Brazilian airlines in October offered 2.1% fewer seats than for the same month last year, Anac said on its website. Meanwhile, RPK, or revenue passenger kilometer, a measure of demand, climbed 6.7%. That helped lift load factor, the percentage of seats filled, to 73.7%, from 67.6% in October 2011. However, load factor slipped from September, when 75.6% of seats were filled on flights.
Brazil's two biggest airlines were responsible for the pullback in seat offerings, with leading airline Tam cutting back on supply by 3.8%. Tam, which merged with Chile's Lan earlier this year to form regional power Latam Airlines Group SA (LFL, LAN.SN), said it will cut back on domestic supply by 7% in the first half of next year.

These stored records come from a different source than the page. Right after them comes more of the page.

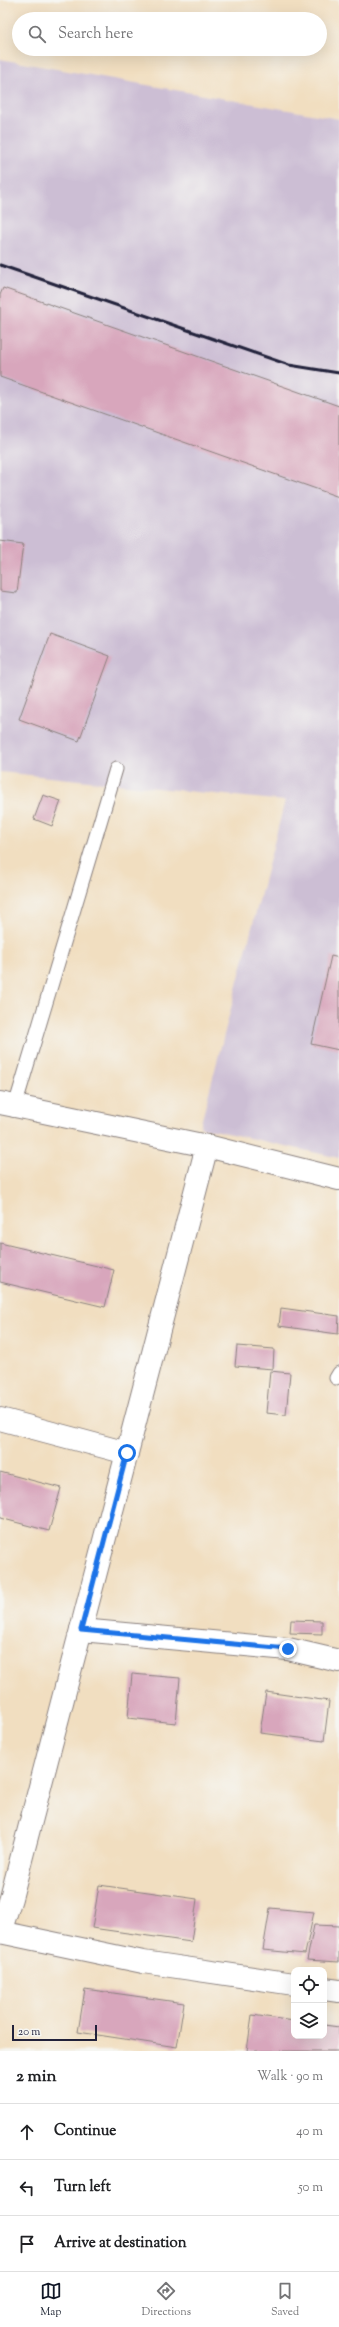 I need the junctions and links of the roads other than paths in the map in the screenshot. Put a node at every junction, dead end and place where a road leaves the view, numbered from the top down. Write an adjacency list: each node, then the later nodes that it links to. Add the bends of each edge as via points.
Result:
1 (116, 769): 2 (lane)
2 (8, 1105): 3 (street)
3 (207, 1146): 4 (street); 6 (street)
4 (339, 1179)
5 (0, 1419): 6 (street)
6 (127, 1453): 7 (street)
7 (81, 1630): 8 (street, via 288,1649); 9 (street)
8 (339, 1661)
9 (6, 1896): 10 (street)
10 (0, 1932): 11 (street, via 143,1962)
11 (291, 1984)
12 (327, 1989): 13 (street)
13 (339, 1991) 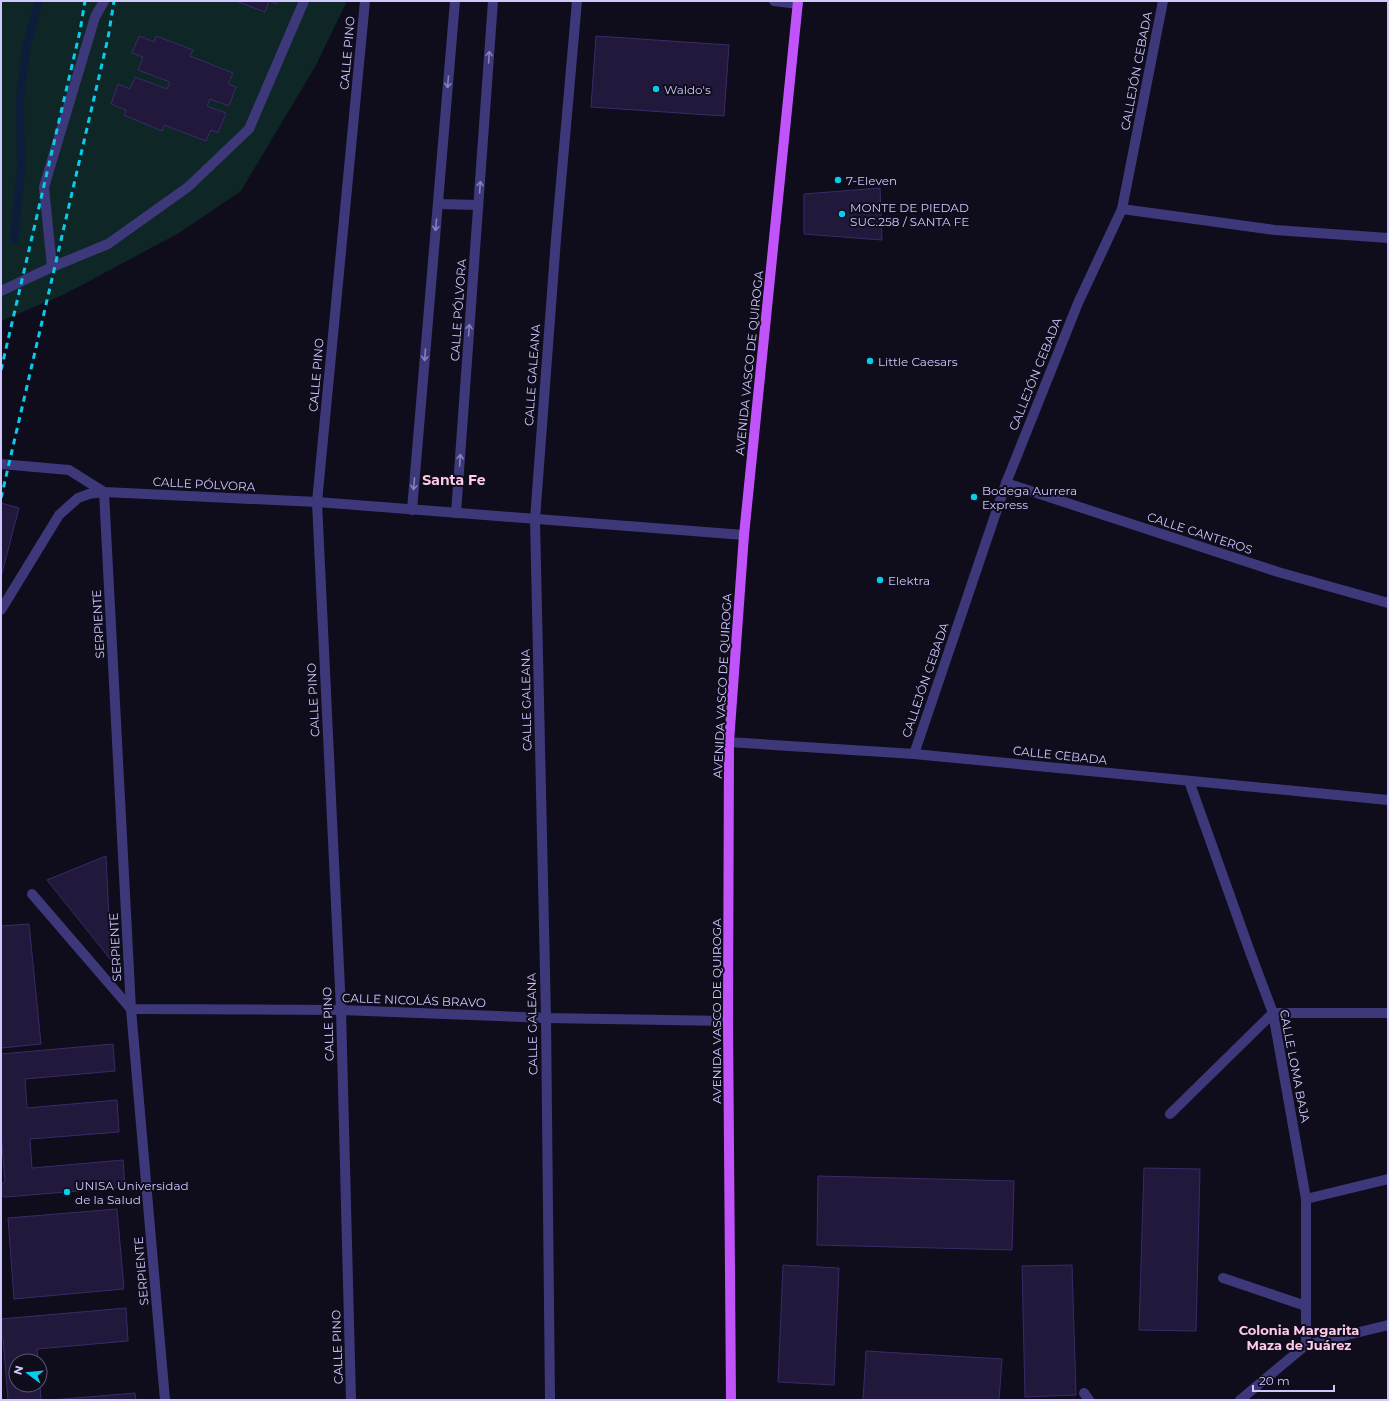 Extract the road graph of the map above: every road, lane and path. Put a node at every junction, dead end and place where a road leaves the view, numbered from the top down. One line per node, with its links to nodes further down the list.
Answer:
1 (104, 1): 14 (street)
2 (304, 1): 14 (street)
3 (365, 1): 19 (street, CALLE PINO)
4 (455, 1): 10 (street, one-way to 10)
5 (493, 1): 11 (street, CALLE PÓLVORA, one-way to 5)
6 (577, 1): 22 (street, CALLE GALEANA)
7 (774, 1): 9 (street)
8 (1163, 1): 12 (street, CALLEJÓN CEBADA)
9 (798, 2): 23 (main road, AVENIDA VASCO DE QUIROGA)
10 (438, 204): 11 (street); 20 (street, one-way to 20)
11 (478, 205): 21 (street, CALLE PÓLVORA, one-way to 11)
12 (1122, 209): 13 (street); 17 (street, CALLEJÓN CEBADA)
13 (1388, 238)
14 (52, 267): 15 (street)
15 (1, 291)
16 (1, 464): 18 (street, CALLE PÓLVORA)
17 (1006, 483): 24 (street, CALLE CANTEROS); 27 (street, CALLEJÓN CEBADA)
18 (104, 492): 19 (street, CALLE PÓLVORA); 25 (street); 31 (street, SERPIENTE)
19 (317, 502): 20 (street, CALLE PÓLVORA); 32 (street, CALLE PINO)
20 (412, 510): 21 (street, CALLE PÓLVORA)
21 (456, 513): 22 (street, CALLE PÓLVORA)
22 (535, 520): 23 (street, CALLE PÓLVORA); 35 (street, CALLE GALEANA)
23 (744, 535): 26 (main road, AVENIDA VASCO DE QUIROGA)
24 (1388, 603)
25 (1, 610)
26 (729, 742): 27 (street, CALLE CEBADA); 36 (main road, AVENIDA VASCO DE QUIROGA)
27 (914, 754): 28 (street, CALLE CEBADA)
28 (1189, 780): 29 (street, CALLE CEBADA); 33 (street, CALLE LOMA BAJA)
29 (1388, 800)
30 (32, 894): 31 (street)
31 (132, 1009): 32 (street, CALLE NICOLÁS BRAVO); 44 (street, SERPIENTE)
32 (341, 1010): 35 (street, CALLE NICOLÁS BRAVO); 45 (street, CALLE PINO)
33 (1273, 1013): 34 (street); 37 (street); 39 (street, CALLE LOMA BAJA)
34 (1388, 1013)
35 (546, 1018): 36 (street, CALLE NICOLÁS BRAVO); 46 (street, CALLE GALEANA)
36 (728, 1021): 47 (main road, AVENIDA VASCO DE QUIROGA)
37 (1170, 1114)
38 (1388, 1180): 39 (street)
39 (1306, 1199): 41 (street, CALLE LOMA BAJA)
40 (1223, 1278): 41 (street)
41 (1306, 1306): 43 (street, CALLE LOMA BAJA)
42 (1388, 1324): 43 (street)
43 (1306, 1345): 48 (street)
44 (165, 1400)
45 (351, 1400)
46 (550, 1400)
47 (731, 1400)
48 (1240, 1400)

Gol Linhas Aereas Inteligentes SA (GOL, GOLL4.BR), which promised a cutback of 5% to 8% in the first half of next year, reduced October seats by 9.5%, while recently acquired WebJet cut back 6.8%. WebJet is being phased out and 20 of its planes will be returned early next year, Gol said earlier this month, leading to the cutback in supply.
Load factor climbed on the year by about 5 percentage points at Gol to 70.4%, while for Tam load factor jumped almost 10 percentage points from October 2011 to 76%.
Azul, which is taking over Trip to consolidate its position as Brazil's third-biggest airline, once expanded seat offers. The carrier, which has focused on serving smaller cities that Tam and Gol don't fly to, offered 11.8% more seats on domestic flights, while Trip expanded 18%.